CD38 Antibody Exposure vs. Refractoriness and MRD Negativity as Treatment Goal
Learn when to treat relapsed myeloma: who can wait, who needs urgent therapy, and why bispecifics plus daratumumab reshape 2026 care.
Episodes in this series

Dr. Nooka clarifies the critical distinction between CD38 antibody exposure and refractoriness, which significantly impacts treatment selection. CD38 antibody exposure refers to patients who received these agents as part of induction therapy but remain sensitive to them, representing the majority of current patients. This differs fundamentally from CD38 antibody refractoriness, where patients progress while actively receiving daratumumab maintenance therapy. The refractory population represents less than 5% of patients encountered in practice, and for these patients, Dr. Nooka would avoid daratumumab-bispecific combinations.
However, since CD38 antibody exposure is now standard of care for both transplant-eligible and ineligible populations in 2026, virtually all patients should be considered for teclistamab-daratumumab combinations, as the vast majority remain CD38-sensitive despite prior exposure.
Dr. Nooka emphasizes minimal residual disease (MRD) negativity at the 10-6 threshold as the primary treatment goal for all patients, but particularly crucial for high-risk populations. He distinguishes between modifiable and non-modifiable risk factors: cytogenetics represent unchangeable disease biology, whereas MRD status is modifiable through enhanced immune-based approaches. Converting MRD-positive patients to negative status through available treatments provides optimal outcomes.

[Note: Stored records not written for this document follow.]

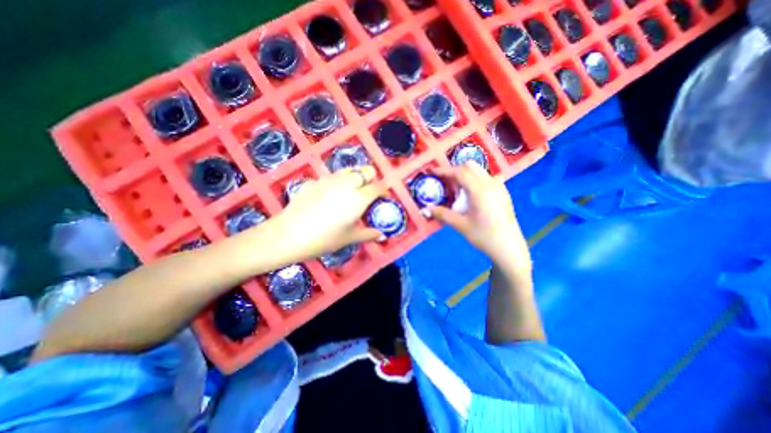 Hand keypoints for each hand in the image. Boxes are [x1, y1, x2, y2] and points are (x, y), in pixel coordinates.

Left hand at [269, 166, 385, 262]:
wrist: (289, 235)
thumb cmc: (324, 239)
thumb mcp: (349, 238)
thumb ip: (368, 234)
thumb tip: (382, 236)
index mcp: (359, 198)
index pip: (378, 187)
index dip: (383, 191)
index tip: (383, 198)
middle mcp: (346, 184)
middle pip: (366, 170)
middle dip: (371, 178)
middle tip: (367, 192)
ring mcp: (329, 180)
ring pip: (349, 170)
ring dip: (354, 177)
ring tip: (350, 192)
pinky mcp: (314, 181)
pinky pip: (331, 177)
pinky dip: (336, 182)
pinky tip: (328, 196)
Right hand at [428, 163, 530, 272]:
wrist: (509, 248)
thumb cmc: (484, 236)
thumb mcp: (461, 225)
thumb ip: (442, 214)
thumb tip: (426, 209)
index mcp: (480, 190)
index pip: (460, 172)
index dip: (444, 171)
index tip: (433, 172)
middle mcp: (490, 183)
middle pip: (470, 167)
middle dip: (455, 171)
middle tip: (445, 183)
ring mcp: (499, 187)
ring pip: (479, 171)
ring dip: (466, 175)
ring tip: (458, 190)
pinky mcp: (503, 192)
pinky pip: (487, 178)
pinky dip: (476, 180)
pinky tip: (472, 194) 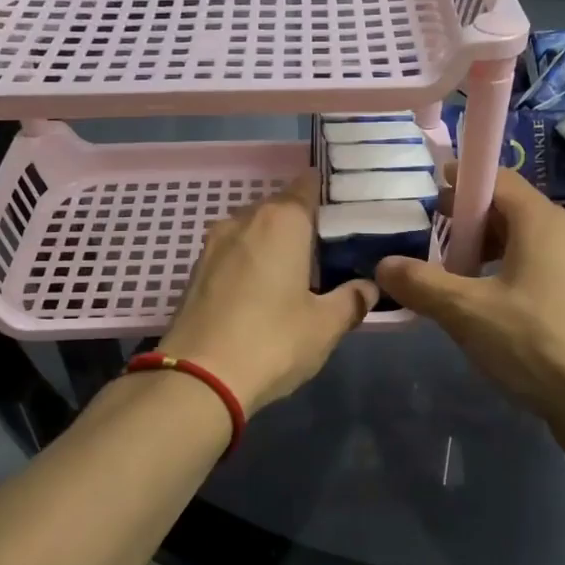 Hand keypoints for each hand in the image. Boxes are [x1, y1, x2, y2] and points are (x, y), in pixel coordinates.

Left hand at [158, 178, 376, 415]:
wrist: (198, 378)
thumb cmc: (273, 341)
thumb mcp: (325, 326)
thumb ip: (352, 300)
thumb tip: (369, 287)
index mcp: (282, 221)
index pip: (308, 185)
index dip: (329, 194)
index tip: (349, 211)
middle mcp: (244, 220)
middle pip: (281, 208)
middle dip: (305, 223)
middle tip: (332, 249)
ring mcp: (214, 244)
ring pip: (254, 230)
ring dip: (276, 244)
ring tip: (300, 271)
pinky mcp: (196, 271)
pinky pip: (234, 253)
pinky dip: (252, 262)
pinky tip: (265, 290)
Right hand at [375, 167, 564, 462]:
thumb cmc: (538, 343)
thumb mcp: (468, 312)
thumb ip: (422, 284)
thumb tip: (383, 265)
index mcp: (539, 221)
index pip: (495, 178)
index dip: (459, 181)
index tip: (426, 192)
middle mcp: (562, 235)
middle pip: (506, 211)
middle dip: (464, 222)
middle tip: (427, 241)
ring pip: (518, 246)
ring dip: (481, 255)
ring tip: (447, 279)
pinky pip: (532, 274)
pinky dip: (501, 278)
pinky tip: (481, 311) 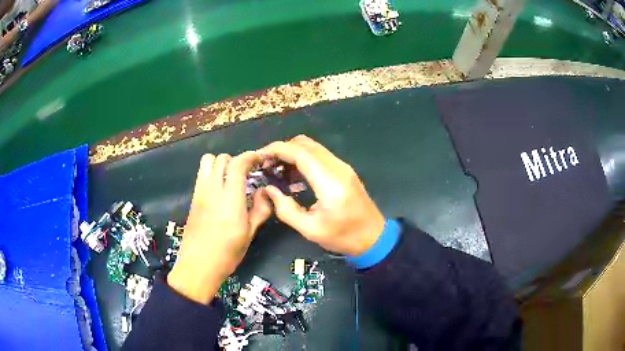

The hierarchy of outcomes demonstrates that standard-risk MRD-negative patients perform best, followed by high-risk MRD-negative patients, then standard-risk MRD-positive patients, with high-risk MRD-positive patients showing the poorest outcomes. This ranking emphasizes that achieving MRD negativity in high-risk patients can improve their outcomes substantially, making it a more critical goal than in standard-risk populations.
Multiple large-scale studies across all myeloma patient populations, including newly diagnosed transplant-eligible, transplant-ineligible, relapsed, and refractory patients, consistently demonstrate that MRD negativity correlates with superior progression-free survival and overall survival. A meta-analysis by the International Myeloma Working Group encompassing nearly 8,000 patients confirmed this benefit across all subsets, establishing MRD negativity as the universal treatment target that should drive therapeutic adaptation decisions.